Department of Neurology, The Agnes Ginges Center for Human Neurogenetics, Hadassah-Hebrew University Hospital, Jerusalem, Israel.
Transplanted neural precursor cells remyelinate efficiently acutely demyelinated focal lesions.
However, the clinical value of cell transplantation in a chronic, multifocal disease like multiple sclerosis will depend on the ability of transplanted cells to migrate to the multiple disease foci in the brain.
Here, we expanded newborn rat neural precursor cells in spheres and transplanted them intracerebroventricularly or intrathecally in rats.
The cells were labeled by the nuclear fluorescent dye Hoechst or by incubation with BrdU to enable their identification at 2 days and 2 weeks after transplantation, respectively.
Spheres consisted of PSA-NCAM(+), nestin(+), NG2(-) undifferentiated precursor cells that differentiated in vitro into astrocytes, oligodendrocytes, and neurons.
Spheres that were transplanted into intact rats remained mostly in the ventricles or in the spinal subarachnoid space.
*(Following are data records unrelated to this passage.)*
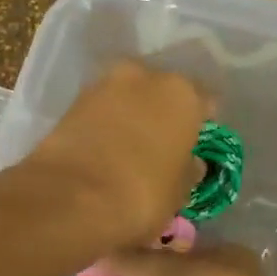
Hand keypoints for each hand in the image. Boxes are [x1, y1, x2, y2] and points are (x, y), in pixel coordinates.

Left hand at [23, 61, 211, 249]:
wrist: (70, 199)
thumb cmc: (142, 195)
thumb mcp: (179, 192)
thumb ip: (188, 170)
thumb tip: (189, 162)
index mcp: (184, 93)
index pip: (205, 102)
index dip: (202, 125)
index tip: (196, 145)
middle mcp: (145, 76)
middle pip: (162, 92)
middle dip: (162, 114)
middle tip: (160, 146)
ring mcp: (103, 84)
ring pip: (128, 98)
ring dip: (130, 117)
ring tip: (128, 150)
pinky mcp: (70, 102)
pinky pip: (99, 111)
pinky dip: (104, 126)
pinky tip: (103, 152)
Following transplantation at peak of experimental autoimmune encephalomyelitis, cells migrated into the brain or spinal cord parenchyma, exclusively into inflamed white matter but not into adjacent gray matter regions.
After 2 weeks, many transplanted cells had migrated into distant white matter tracts and acquired specific markers of the astroglial and oligodendroglial lineages.
Thus, the inflammatory process may attract targeted migration of transplanted precursor cells into the brain parenchyma.